Au moins 43 prisonniers sont morts lors d’affrontements entre bandes rivales, lundi, dans une prison d’Equateur, d’où une centaine d’autres détenus ont pu s’évader à la faveur des violences, a annoncé le bureau du procureur général sur son compte Twitter. Le ministre de l’Intérieur, Patricio Carrillo, a annoncé 41 morts lors d’une conférence de presse.

«Treize personnes ont été hospitalisées, dont plusieurs sont gravement blessées, il est possible que le nombre (de décès) augmente», a commenté Patricio Carrillo.

Ces violences ont eu lieu dans la prison de Bellavista, dans la province de Santo Domingo de los Tsachilas, environ 80 km à l’ouest de Quito.

Sur place, des blessés portant des plaies au visage étaient pris en charge par des ambulances et des proches de détenus se pressaient autour du centre pénitentiaire pour tenter d’obtenir des informations, a constaté l’AFP.

Une évasion massive

Selon le chef de la police équatorienne, «les assaillants ont agi avec une grande cruauté», tandis que les violences ont été suivies d’une évasion massive.

Si les autorités n’ont donné aucun chiffre sur le nombre total d’évadés, 112 d’entre eux ont pu être «recapturés», mais 108 étaient toujours «portés manquants» lundi dans l’après-midi, selon le chef de la police, le général Fausto Salinas. «250 policiers, 200 militaires et des renforts supplémentaires sont en route», a-t-il détaillé.

Lire aussi: L’Equateur va gracier 5000 prisonniers pour désengorger les prisons

D’une capacité de 1200 places, la prison de Bellavista accueille actuellement 1700 prisonniers.

«C’est le résultat regrettable de la violence des gangs», a déploré de son côté sur Twitter le président Guillermo Lasso, en tournée en Israël.

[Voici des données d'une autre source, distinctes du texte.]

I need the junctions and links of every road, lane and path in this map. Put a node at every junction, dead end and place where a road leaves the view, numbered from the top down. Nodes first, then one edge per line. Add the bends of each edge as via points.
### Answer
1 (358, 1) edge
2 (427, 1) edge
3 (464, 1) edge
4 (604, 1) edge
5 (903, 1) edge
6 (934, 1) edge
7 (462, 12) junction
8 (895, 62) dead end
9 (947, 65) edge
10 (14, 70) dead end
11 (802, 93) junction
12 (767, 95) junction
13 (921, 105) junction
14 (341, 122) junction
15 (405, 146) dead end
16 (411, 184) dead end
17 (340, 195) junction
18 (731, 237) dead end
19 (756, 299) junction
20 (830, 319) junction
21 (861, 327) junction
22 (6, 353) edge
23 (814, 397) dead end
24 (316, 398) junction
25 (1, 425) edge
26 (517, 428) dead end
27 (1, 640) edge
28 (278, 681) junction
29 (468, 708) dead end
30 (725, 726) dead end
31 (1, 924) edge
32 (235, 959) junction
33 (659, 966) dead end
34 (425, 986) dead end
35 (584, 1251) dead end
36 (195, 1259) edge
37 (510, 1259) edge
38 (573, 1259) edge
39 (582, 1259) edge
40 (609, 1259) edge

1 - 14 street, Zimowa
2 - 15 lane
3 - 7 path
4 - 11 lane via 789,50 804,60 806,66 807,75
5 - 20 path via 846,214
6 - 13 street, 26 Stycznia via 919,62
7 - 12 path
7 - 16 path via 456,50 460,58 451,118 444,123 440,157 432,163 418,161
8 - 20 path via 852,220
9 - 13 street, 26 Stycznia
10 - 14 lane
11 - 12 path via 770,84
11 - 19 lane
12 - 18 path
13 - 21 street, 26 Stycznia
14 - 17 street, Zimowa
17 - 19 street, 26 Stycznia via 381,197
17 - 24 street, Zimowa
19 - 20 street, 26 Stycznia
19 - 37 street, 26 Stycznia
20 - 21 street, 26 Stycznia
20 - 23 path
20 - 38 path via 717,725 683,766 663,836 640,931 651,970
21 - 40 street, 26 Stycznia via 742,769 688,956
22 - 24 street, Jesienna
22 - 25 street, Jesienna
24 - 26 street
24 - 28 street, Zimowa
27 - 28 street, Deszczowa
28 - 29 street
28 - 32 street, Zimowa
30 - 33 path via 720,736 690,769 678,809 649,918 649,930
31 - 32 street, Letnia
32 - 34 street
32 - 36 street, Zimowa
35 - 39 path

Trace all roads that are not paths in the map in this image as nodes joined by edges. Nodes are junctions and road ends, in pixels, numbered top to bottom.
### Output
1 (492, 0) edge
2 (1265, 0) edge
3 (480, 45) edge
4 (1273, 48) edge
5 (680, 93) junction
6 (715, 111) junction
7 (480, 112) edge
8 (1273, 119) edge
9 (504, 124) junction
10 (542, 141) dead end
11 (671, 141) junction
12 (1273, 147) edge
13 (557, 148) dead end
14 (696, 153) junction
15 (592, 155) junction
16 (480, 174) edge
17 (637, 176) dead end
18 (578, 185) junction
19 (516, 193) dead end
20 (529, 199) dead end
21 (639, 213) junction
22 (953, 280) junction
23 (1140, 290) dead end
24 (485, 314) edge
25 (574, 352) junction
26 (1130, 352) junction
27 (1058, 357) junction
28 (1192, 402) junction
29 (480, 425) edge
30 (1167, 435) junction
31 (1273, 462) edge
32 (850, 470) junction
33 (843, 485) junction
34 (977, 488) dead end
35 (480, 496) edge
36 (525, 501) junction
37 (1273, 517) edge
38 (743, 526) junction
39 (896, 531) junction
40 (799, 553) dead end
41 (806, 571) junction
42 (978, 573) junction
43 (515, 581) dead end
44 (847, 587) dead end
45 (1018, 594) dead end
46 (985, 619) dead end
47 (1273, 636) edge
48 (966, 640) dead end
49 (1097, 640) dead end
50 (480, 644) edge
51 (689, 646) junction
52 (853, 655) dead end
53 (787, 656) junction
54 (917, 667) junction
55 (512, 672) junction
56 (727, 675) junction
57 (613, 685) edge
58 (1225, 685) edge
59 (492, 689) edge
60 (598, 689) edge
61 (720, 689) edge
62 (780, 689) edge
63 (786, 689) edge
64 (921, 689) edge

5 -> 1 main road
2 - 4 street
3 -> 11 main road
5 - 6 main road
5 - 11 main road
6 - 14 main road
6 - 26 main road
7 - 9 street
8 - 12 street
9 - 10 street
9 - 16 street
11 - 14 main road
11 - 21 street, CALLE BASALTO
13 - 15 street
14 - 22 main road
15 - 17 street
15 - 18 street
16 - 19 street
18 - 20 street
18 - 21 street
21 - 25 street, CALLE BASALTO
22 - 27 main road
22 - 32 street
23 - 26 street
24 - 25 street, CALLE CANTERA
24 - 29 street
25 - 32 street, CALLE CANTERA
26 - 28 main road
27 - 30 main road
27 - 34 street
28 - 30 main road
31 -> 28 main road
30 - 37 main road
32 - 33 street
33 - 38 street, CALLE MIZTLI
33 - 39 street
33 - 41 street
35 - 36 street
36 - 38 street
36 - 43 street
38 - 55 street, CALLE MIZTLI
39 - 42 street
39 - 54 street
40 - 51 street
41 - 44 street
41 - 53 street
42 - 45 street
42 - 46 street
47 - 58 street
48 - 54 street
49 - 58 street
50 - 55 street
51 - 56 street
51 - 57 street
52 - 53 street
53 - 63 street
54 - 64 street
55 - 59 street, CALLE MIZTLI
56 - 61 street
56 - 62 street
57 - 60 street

Il a adressé ses «sincères condoléances aux familles» des personnes décédées.

Des affrontements entre gangs

Les affrontements entre membres de deux bandes rivales, les «Loups» et les «R7», ont éclaté vers 3h du matin, a indiqué le ministre, provoquant le déclenchement des «protocoles de sécurité» pour contenir les «troubles à l’ordre» dans la prison. «La majorité des victimes, si ce n’est presque 100%, ont été tuées avec des couteaux, et non avec des armes à feu», et «leurs cadavres mutilés laissés sur place».

«Ils ont été exécutés dans les salles communes, dans les cellules», puis «il y a eu une tentative d’évasion massive» avec usage d’armes à feu, a reconnu Patricio Carrillo. «Ceux qui sont autorisés à se déplacer entre les différents blocs au sein de la prison sont vraisemblablement ceux qui sont derrière ce massacre», a-t-il estimé, évoquant un «scénario identique à celui du 28 avril dans la prison d’El Turi, où des membres des 'Loups' avaient déjà affronté des 'R7'». Quelque 20 prisonniers y avaient trouvé la mort, là aussi la plupart mutilés à l’arme blanche.

Les affrontements, souvent d’une extrême violence, sont récurrents dans les prisons équatoriennes, où près de 350 détenus ont trouvé la mort depuis février 2021. Selon le gouvernement, des gangs rivaux de trafiquants de drogue, infiltrés ou contrôlés par des cartels mexicains, se livrent une guerre sans merci pour prendre le contrôle des prisons surpeuplées, guerre que les autorités ont été jusqu’à présent impuissantes à endiguer.

Dernier événement en date: Au moins 20 morts lors d’une émeute dans une prison en Equateur

Pour Daniel Ponton, doyen de l’Ecole de sécurité et de défense de l’Institut des hautes études nationales (IAEN), la «politique de relocalisation» des détenus les plus dangereux, exfiltrés des grandes prisons, serait à l’origine de cette flambée de violences dans des établissements pénitentiaires jusque-là «relativement calmes», qui pourrait avoir pour conséquence une «inquiétante généralisation du problème». L’évasion de nombreux prisonniers indique également qu’il s’agit «d’une prison de faible sécurité», et donc «extrêmement vulnérable».